Юрий Герт - Ночь предопределений
Уже в дороге, сидя в стремительно мчащемся прямиком по гладкой степи газике, он уловил в разговоре, завязавшемся между Самсоновым, Чуркиным и Сергеем, слово «каротаж», впервые сегодня услышанное в ауле, за чаепитием. Оно прозвучало тогда для него нейтрально, сухо, но и тогда почуялся в нем, как слабый, почти выветрившийся запах, какой-то забытый смысл.
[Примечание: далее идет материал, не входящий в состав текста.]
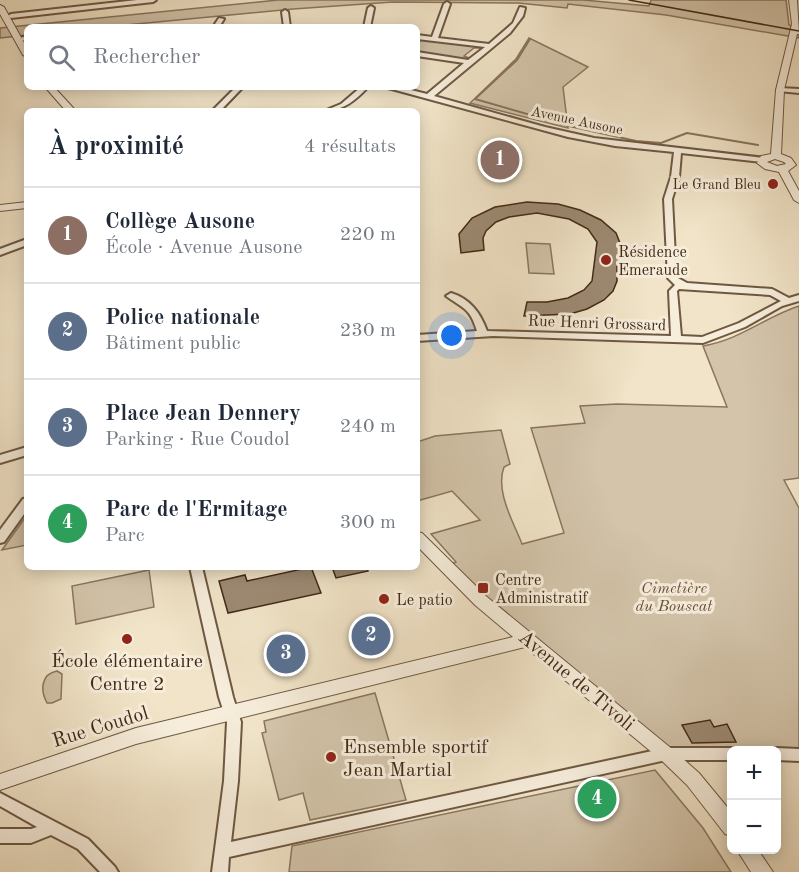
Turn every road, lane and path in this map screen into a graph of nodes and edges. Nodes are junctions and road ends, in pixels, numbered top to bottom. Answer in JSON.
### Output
{"nodes":[{"id":1,"x":3,"y":0,"type":"edge"},
{"id":2,"x":153,"y":0,"type":"edge"},
{"id":3,"x":793,"y":0,"type":"edge"},
{"id":4,"x":447,"y":4,"type":"dead end"},
{"id":5,"x":371,"y":8,"type":"dead end"},
{"id":6,"x":522,"y":8,"type":"dead end"},
{"id":7,"x":285,"y":12,"type":"dead end"},
{"id":8,"x":5,"y":13,"type":"edge"},
{"id":9,"x":221,"y":19,"type":"dead end"},
{"id":10,"x":218,"y":24,"type":"edge"},
{"id":11,"x":287,"y":24,"type":"edge"},
{"id":12,"x":368,"y":24,"type":"edge"},
{"id":13,"x":797,"y":25,"type":"edge"},
{"id":14,"x":21,"y":37,"type":"edge"},
{"id":15,"x":420,"y":37,"type":"edge"},
{"id":16,"x":434,"y":39,"type":"junction"},
{"id":17,"x":489,"y":46,"type":"junction"},
{"id":18,"x":420,"y":54,"type":"edge"},
{"id":19,"x":469,"y":62,"type":"junction"},
{"id":20,"x":52,"y":90,"type":"edge"},
{"id":21,"x":237,"y":90,"type":"edge"},
{"id":22,"x":361,"y":90,"type":"edge"},
{"id":23,"x":401,"y":90,"type":"edge"},
{"id":24,"x":780,"y":90,"type":"junction"},
{"id":25,"x":799,"y":91,"type":"edge"},
{"id":26,"x":428,"y":97,"type":"junction"},
{"id":27,"x":68,"y":108,"type":"edge"},
{"id":28,"x":219,"y":108,"type":"edge"},
{"id":29,"x":336,"y":108,"type":"edge"},
{"id":30,"x":678,"y":149,"type":"junction"},
{"id":31,"x":776,"y":156,"type":"junction"},
{"id":32,"x":762,"y":160,"type":"junction"},
{"id":33,"x":782,"y":169,"type":"junction"},
{"id":34,"x":799,"y":199,"type":"edge"},
{"id":35,"x":24,"y":206,"type":"edge"},
{"id":36,"x":0,"y":208,"type":"edge"},
{"id":37,"x":24,"y":243,"type":"edge"},
{"id":38,"x":0,"y":252,"type":"edge"},
{"id":39,"x":685,"y":286,"type":"junction"},
{"id":40,"x":451,"y":296,"type":"dead end"},
{"id":41,"x":799,"y":298,"type":"edge"},
{"id":42,"x":788,"y":301,"type":"junction"},
{"id":43,"x":483,"y":334,"type":"junction"},
{"id":44,"x":420,"y":338,"type":"edge"},
{"id":45,"x":676,"y":340,"type":"junction"},
{"id":46,"x":24,"y":452,"type":"edge"},
{"id":47,"x":0,"y":459,"type":"edge"},
{"id":48,"x":24,"y":506,"type":"edge"},
{"id":49,"x":0,"y":539,"type":"edge"},
{"id":50,"x":420,"y":540,"type":"edge"},
{"id":51,"x":197,"y":570,"type":"edge"},
{"id":52,"x":529,"y":639,"type":"junction"},
{"id":53,"x":230,"y":714,"type":"junction"},
{"id":54,"x":666,"y":753,"type":"junction"},
{"id":55,"x":727,"y":754,"type":"edge"},
{"id":56,"x":781,"y":754,"type":"edge"},
{"id":57,"x":799,"y":755,"type":"edge"},
{"id":58,"x":0,"y":782,"type":"edge"},
{"id":59,"x":0,"y":799,"type":"edge"},
{"id":60,"x":727,"y":822,"type":"edge"},
{"id":61,"x":53,"y":827,"type":"junction"},
{"id":62,"x":0,"y":836,"type":"edge"},
{"id":63,"x":223,"y":851,"type":"junction"},
{"id":64,"x":750,"y":854,"type":"edge"},
{"id":65,"x":110,"y":872,"type":"edge"},
{"id":66,"x":220,"y":872,"type":"edge"},
{"id":67,"x":763,"y":872,"type":"edge"}],
"edges":[{"from":1,"to":8,"type":"street"},
{"from":2,"to":8,"type":"street"},
{"from":3,"to":13,"type":"street"},
{"from":4,"to":16,"type":"street"},
{"from":5,"to":12,"type":"street"},
{"from":6,"to":17,"type":"street"},
{"from":7,"to":11,"type":"street"},
{"from":8,"to":14,"type":"street"},
{"from":9,"to":10,"type":"street"},
{"from":13,"to":24,"type":"street"},
{"from":15,"to":16,"type":"street"},
{"from":16,"to":17,"type":"street"},
{"from":17,"to":19,"type":"street"},
{"from":18,"to":19,"type":"street"},
{"from":19,"to":26,"type":"street"},
{"from":20,"to":27,"type":"street"},
{"from":21,"to":28,"type":"street"},
{"from":22,"to":29,"type":"street"},
{"from":23,"to":26,"type":"street","name":"Avenue Ausone"},
{"from":24,"to":25,"type":"street"},
{"from":24,"to":31,"type":"street"},
{"from":26,"to":30,"type":"street","name":"Avenue Ausone"},
{"from":30,"to":32,"type":"street","name":"Avenue Ausone"},
{"from":30,"to":39,"type":"street"},
{"from":31,"to":32,"type":"street"},
{"from":31,"to":33,"type":"street"},
{"from":32,"to":33,"type":"street"},
{"from":33,"to":34,"type":"street"},
{"from":35,"to":36,"type":"street"},
{"from":37,"to":38,"type":"street"},
{"from":39,"to":42,"type":"street"},
{"from":39,"to":45,"type":"street","name":"Rue Henri Grossard"},
{"from":40,"to":43,"type":"street"},
{"from":41,"to":42,"type":"street"},
{"from":42,"to":45,"type":"street"},
{"from":43,"to":44,"type":"street","name":"Rue Henri Grossard"},
{"from":43,"to":45,"type":"street","name":"Rue Henri Grossard"},
{"from":46,"to":47,"type":"street"},
{"from":48,"to":49,"type":"street"},
{"from":50,"to":52,"type":"street","name":"Avenue de Tivoli"},
{"from":51,"to":53,"type":"street"},
{"from":52,"to":53,"type":"street","name":"Rue Coudol"},
{"from":52,"to":54,"type":"street","name":"Avenue de Tivoli"},
{"from":53,"to":58,"type":"street","name":"Rue Coudol"},
{"from":53,"to":63,"type":"street"},
{"from":54,"to":55,"type":"street"},
{"from":54,"to":60,"type":"street","name":"Avenue de Tivoli"},
{"from":54,"to":63,"type":"street"},
{"from":56,"to":57,"type":"street"},
{"from":59,"to":61,"type":"street"},
{"from":61,"to":62,"type":"street"},
{"from":61,"to":65,"type":"street"},
{"from":63,"to":66,"type":"street"},
{"from":64,"to":67,"type":"street"}]}
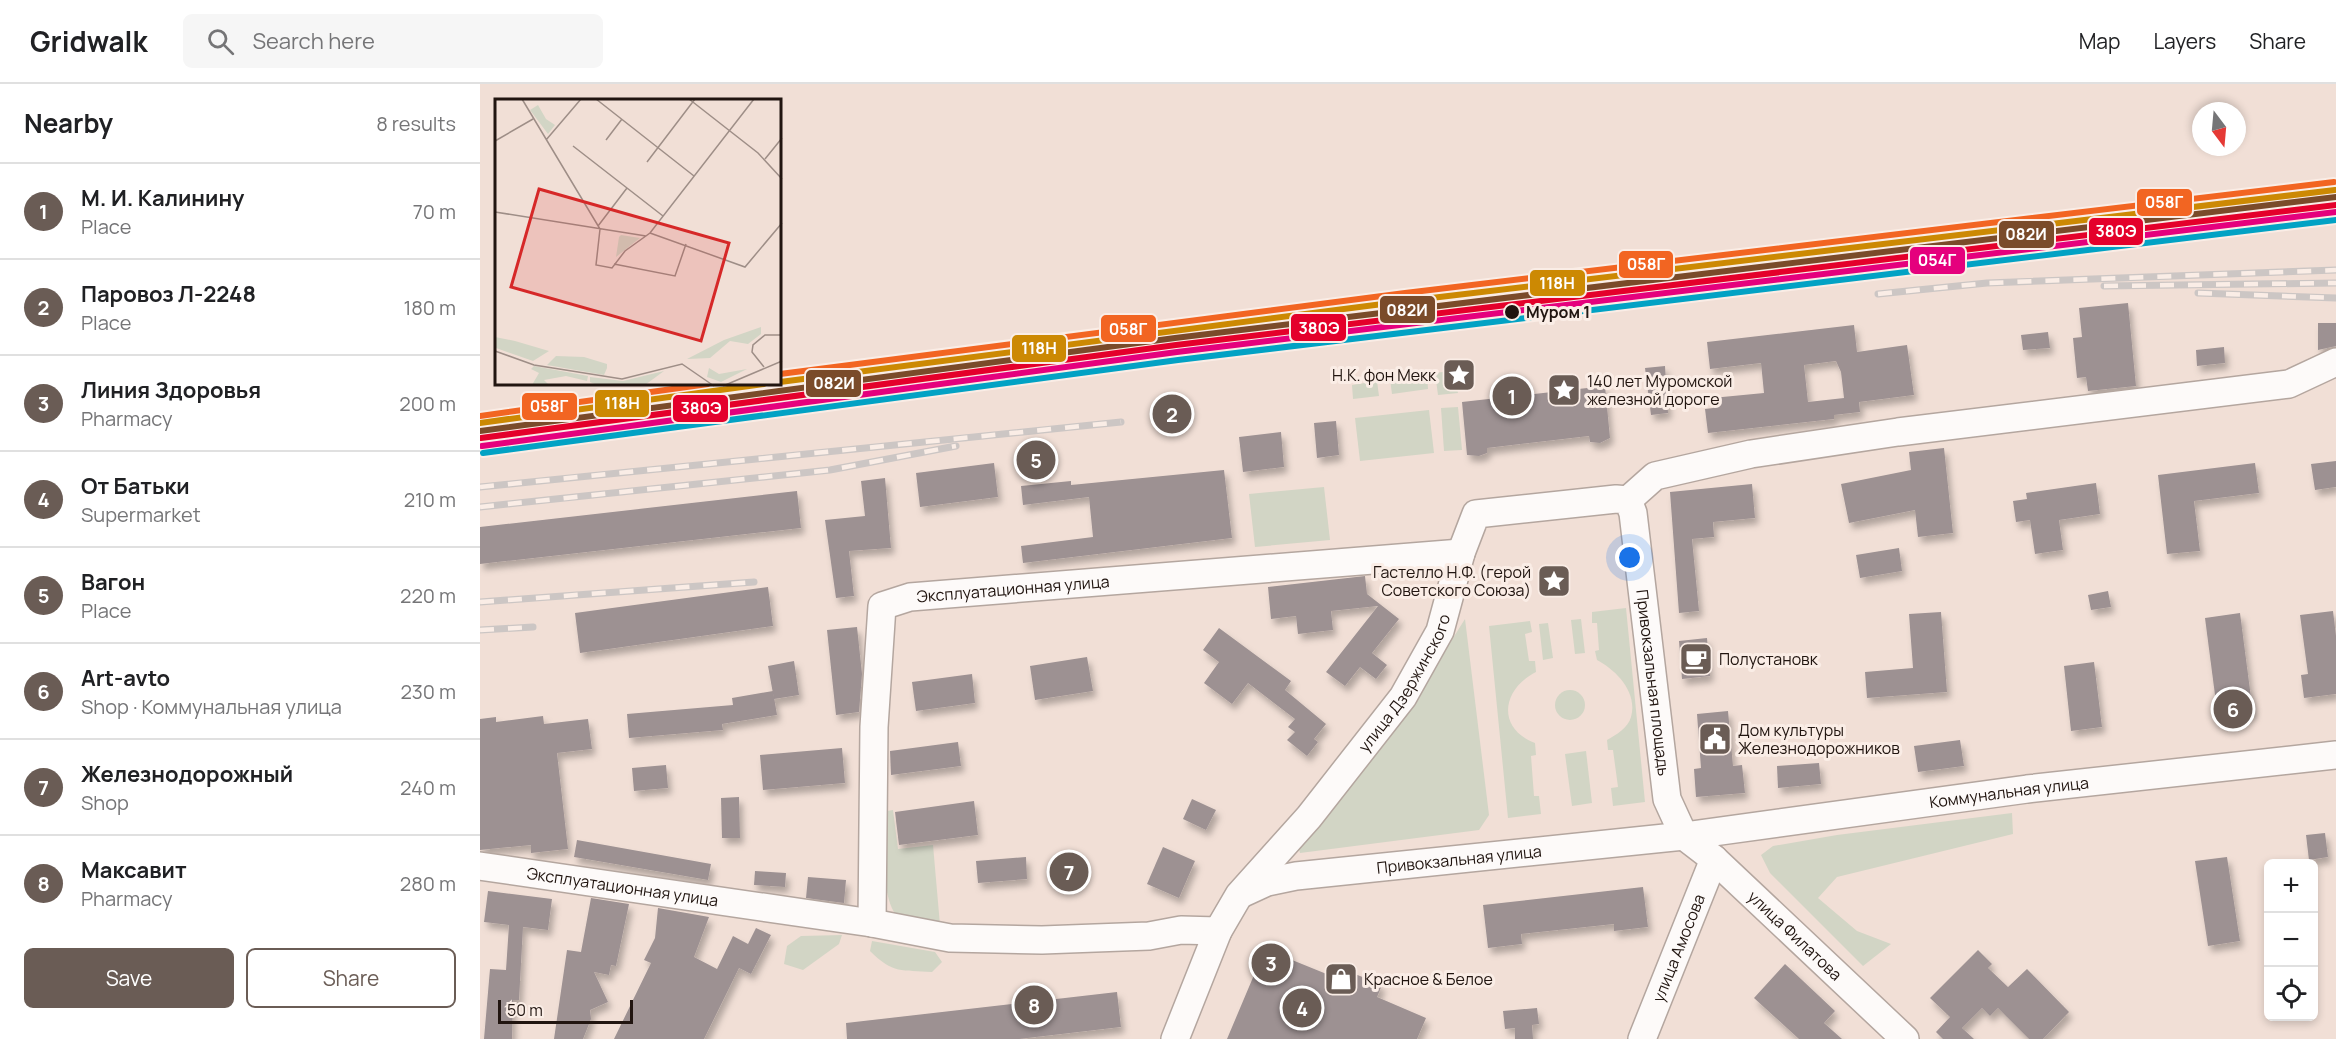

Теперь он вспомнил: «каротажки» — так называли машины, оборудованные приборами для поиска нефти и газа…
В семнадцать лет он жил в Москве, у своей тетки; на заводе, куда его взяли в механический цех, делали «каротажки». До завода было далеко, он поднимался в половине шестого, чтобы успеть добраться от старого кирпичного дома на Селезневке сначала троллейбусом, потом метро до Серпуховского вала, а там трамваем почти до самой проходной… Он входил в проходную обычно вровень с гудком, раздававшимся за полчаса до начала первой смены. Ему запомнился этот упругий бас, от которого содрогался воздух, этот зычный молодой рев среди темного, замороженного неба. Запомнились тихие, молчаливые вагоны, люди, плотно прижатые друг к другу, серые лица, досыпающие на ходу, туго повязанные платки, фуфайки, валенки, накрепко вбитые в калоши. Запомнился снег, лежащий у подъезда нетоптанным настом — с ночи…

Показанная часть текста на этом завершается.